Hasilnya pun bisa diketahui. Ia mampu membawa prestasi dari Athena setelah mengingat moto yang punya pesan utama berusaha sekuat tenaga dan pantang menyerah itu.

Kisah Atlet Tunagrahita Indonesia yang Namanya Kini MenduniaFoto: Istimewa (Maria Yustina)

Nama Fani kini sudah mendunia. Apalagi setelah dirinya dipilih sebagai International Global Messengers oleh CEO Special Olympics Internasional, Janet Froetscher, pada 2014. Ia mengemban tugas menjadi pembicara untuk Special Olympics Indonesia & International. Membuat pidato-pidatonya sendiri, dan mendorong sesama atlet untuk menciptakan dan mendukung pengembangan startegi kepemimpinan.

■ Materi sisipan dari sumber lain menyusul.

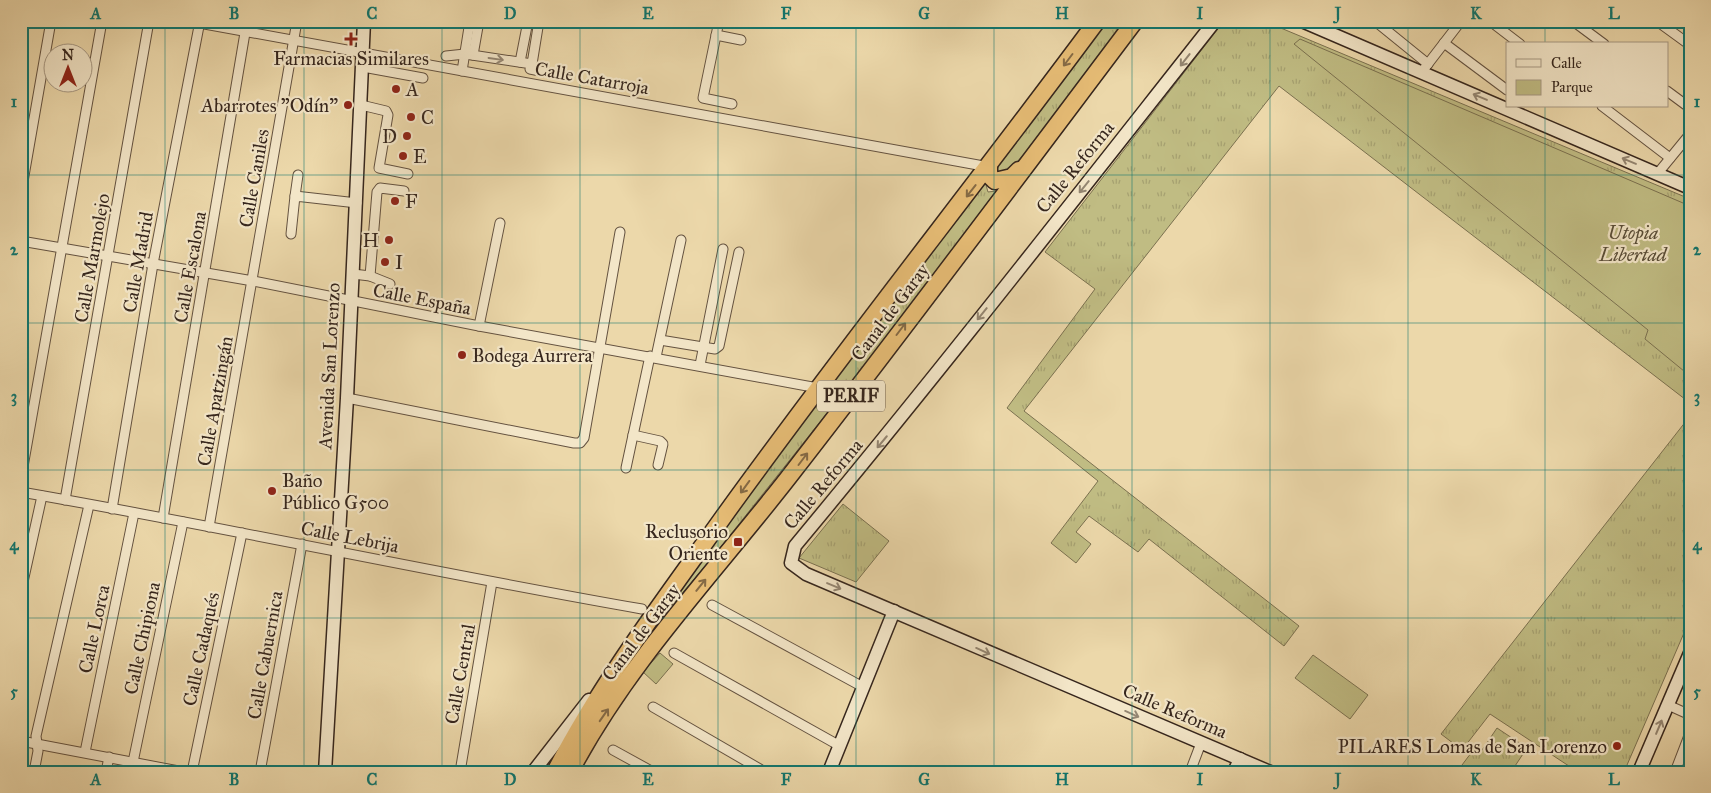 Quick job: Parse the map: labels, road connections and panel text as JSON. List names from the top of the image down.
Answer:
{
  "streets": {
    "highway": ["Canal de Garay", "PERIF"],
    "street": [
      "Calle Catarroja",
      "Calle Reforma",
      "Calle Caniles",
      "Calle Marmolejo",
      "Calle Madrid",
      "Calle Escalona",
      "Calle España",
      "Avenida San Lorenzo",
      "Calle Apatzingán",
      "Calle Lebrija",
      "Calle Lorca",
      "Calle Chipiona",
      "Calle Cadaqués",
      "Calle Cabuernica",
      "Calle Central"
    ]
  },
  "crossings": [
    ["Calle Catarroja", "Calle Caniles"],
    ["Calle Catarroja", "Calle Madrid"],
    ["Calle Catarroja", "Calle Escalona"],
    ["Calle Catarroja", "Canal de Garay"],
    ["Calle Catarroja", "Avenida San Lorenzo"],
    ["Calle Caniles", "Calle España"],
    ["Calle Caniles", "Calle Apatzingán"],
    ["Calle Marmolejo", "Calle España"],
    ["Calle Marmolejo", "Calle Lebrija"],
    ["Calle Madrid", "Calle España"],
    ["Calle Madrid", "Calle Lebrija"],
    ["Calle Escalona", "Calle España"],
    ["Calle Escalona", "Calle Lebrija"],
    ["Calle España", "Canal de Garay"],
    ["Calle España", "Avenida San Lorenzo"],
    ["Calle España", "Calle Apatzingán"],
    ["Avenida San Lorenzo", "Calle Lebrija"],
    ["Calle Apatzingán", "Calle Lebrija"],
    ["Calle Lebrija", "Calle Lorca"],
    ["Calle Lebrija", "Calle Chipiona"],
    ["Calle Lebrija", "Calle Cadaqués"],
    ["Calle Lebrija", "Calle Cabuernica"],
    ["Calle Lebrija", "Calle Central"]
  ],
  "parks": ["Utopia Libertad"],
  "places": {
    "health": ["Farmacias Similares"],
    "other": [
      "A",
      "Abarrotes \"Odín\"",
      "C",
      "D",
      "E",
      "F",
      "H",
      "I",
      "Bodega Aurrera",
      "Baño Público G500",
      "PILARES Lomas de San Lorenzo"
    ],
    "transit": ["Reclusorio Oriente"]
  },
  "legend": ["Calle", "Parque"],
  "north": "top",
  "grid": {
    "columns": [
      "A",
      "B",
      "C",
      "D",
      "E",
      "F",
      "G",
      "H",
      "I",
      "J",
      "K",
      "L"
    ],
    "rows": [
      "1",
      "2",
      "3",
      "4",
      "5"
    ]
  }
} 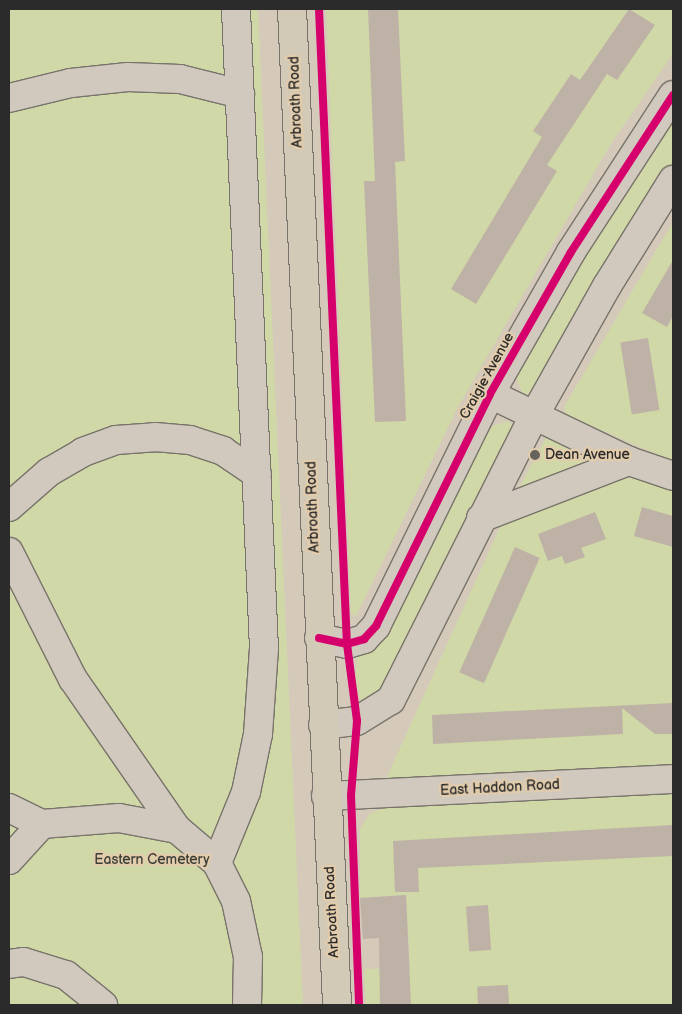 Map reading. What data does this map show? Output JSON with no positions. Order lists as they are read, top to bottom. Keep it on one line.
{"streets":{"main road":["Arbroath Road"],"street":["Craigie Avenue","East Haddon Road"]},"crossings":[["Arbroath Road","Craigie Avenue"],["Arbroath Road","East Haddon Road"]],"parks":["Eastern Cemetery"],"places":["Dean Avenue"]}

Meski dominan di dunia olahraga dan kemanusiaan bersama SOIna, Fani ternyata punya kegiatan lain, di antaranya fitnes, paduan suara hingga menjalankan bisnis laundry (cuci pakaian).

"Kegiatan sehari-hari saya banyak. Senin sampai sabtu saya masih latihan renang dan fitness, terkadang diantar mama tapi tidak ditunggu. Saya sudah lama ikut member fitness, di sana semua orang biasa dan sudah akrab sama saya," ungkapnya.

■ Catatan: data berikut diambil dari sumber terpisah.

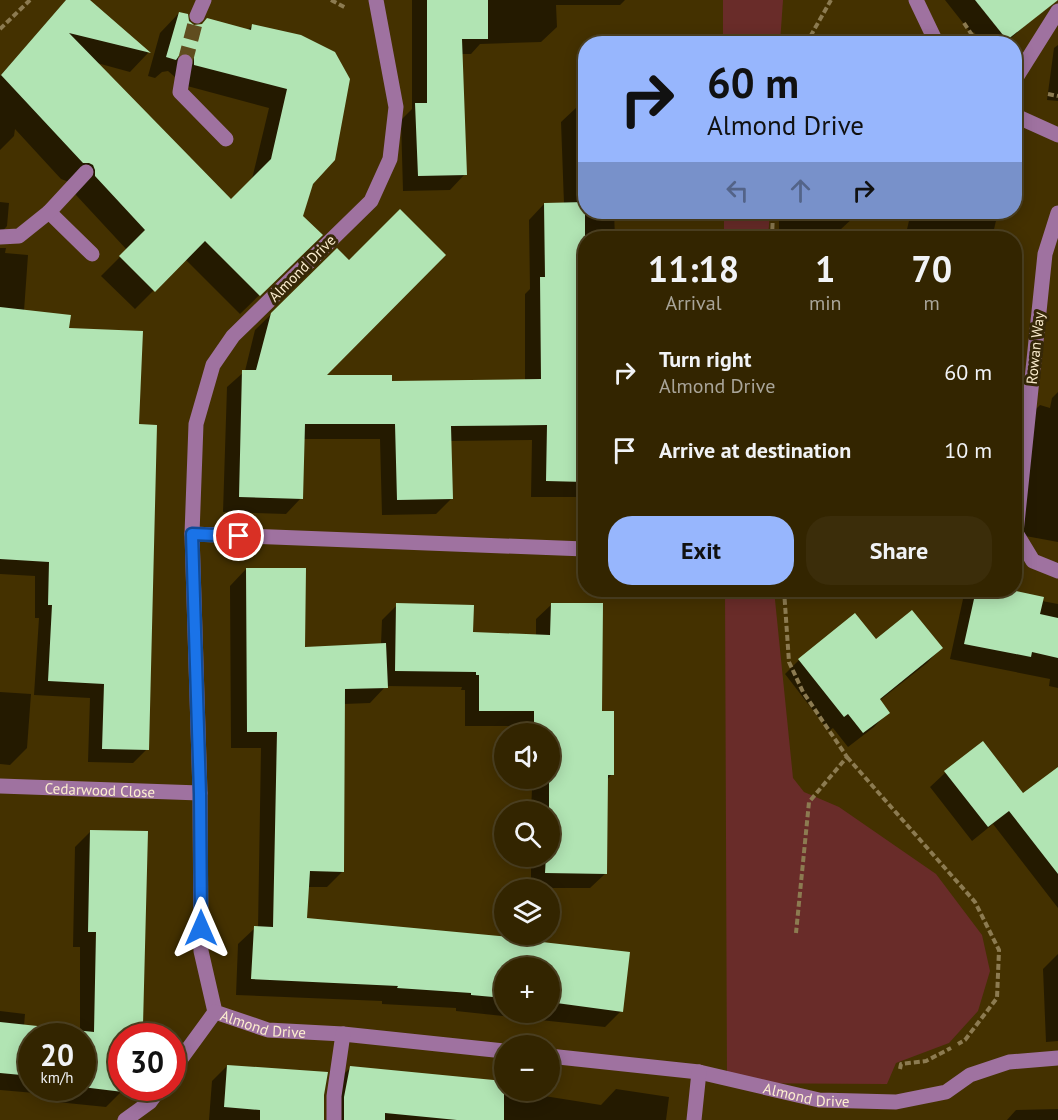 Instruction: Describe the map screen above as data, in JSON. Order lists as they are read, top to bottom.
{
  "streets": {
    "street": ["Almond Drive", "Rowan Way", "Cedarwood Close"]
  },
  "crossings": [
    ["Almond Drive", "Cedarwood Close"]
  ],
  "page": {
    "turn": ["60 m", "Almond Drive"],
    "eta": [
      "11:18",
      "Arrival",
      "1",
      "min",
      "70",
      "m"
    ],
    "list": [
      {
        "name": "Turn right",
        "note": "Almond Drive",
        "value": "60 m"
      },
      {
        "name": "Arrive at destination",
        "value": "10 m"
      }
    ],
    "buttons": ["Exit", "Share"],
    "map_buttons": ["+", "−"],
    "speed": "20 km/h",
    "limit": "30"
  }
}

"Selain itu saya latihan tari, tugas paduan suara setiap hari Minggu dan latihan di hari Rabu. Semua orang biasa," sambung Fani.

Selama menjalani aktivitas sebagai manusia seutuhnya, Fani tidak pernah mendapat perlakuan kasar dalam bentuk kontak fisik. Namun, ia juga tidak menutup fakta bahwa mulanya ada beberapa orang yang sulit mendukungnya. Tapi, seiring perkenalan dan pendekatan semua berubah 180 derajat. Ia justru banyak mendapat dukungan dari teman-temannya untuk terus berprestasi di dalam kehidupan.

Hal itu juga ditambahkan oleh pendamping Fani, Anastasia Retno Pujiastuti. Menurutnya tidaklah sulit untuk berkomunikasi dengan orang down syndrome. Kesulitan justru ketika orang pada umumnya berbicara dengan kata-kata yang tidak ringan.

"Kita harus anggap orang seperti Fani adalah teman. Jika kita terus menanamkan anggapan itu, maka komunikasi akan lancar," ungkap Nana.

Fani kini terhitung sebagai orang yang sukses keluar dari down syndrome. Namun hasil itu bukanlah akhir, melainkan tantang untuk SOIna dalam melahirkan "Fani-Fani lain" untuk terus menumbuhkan nilai sosial inklusi.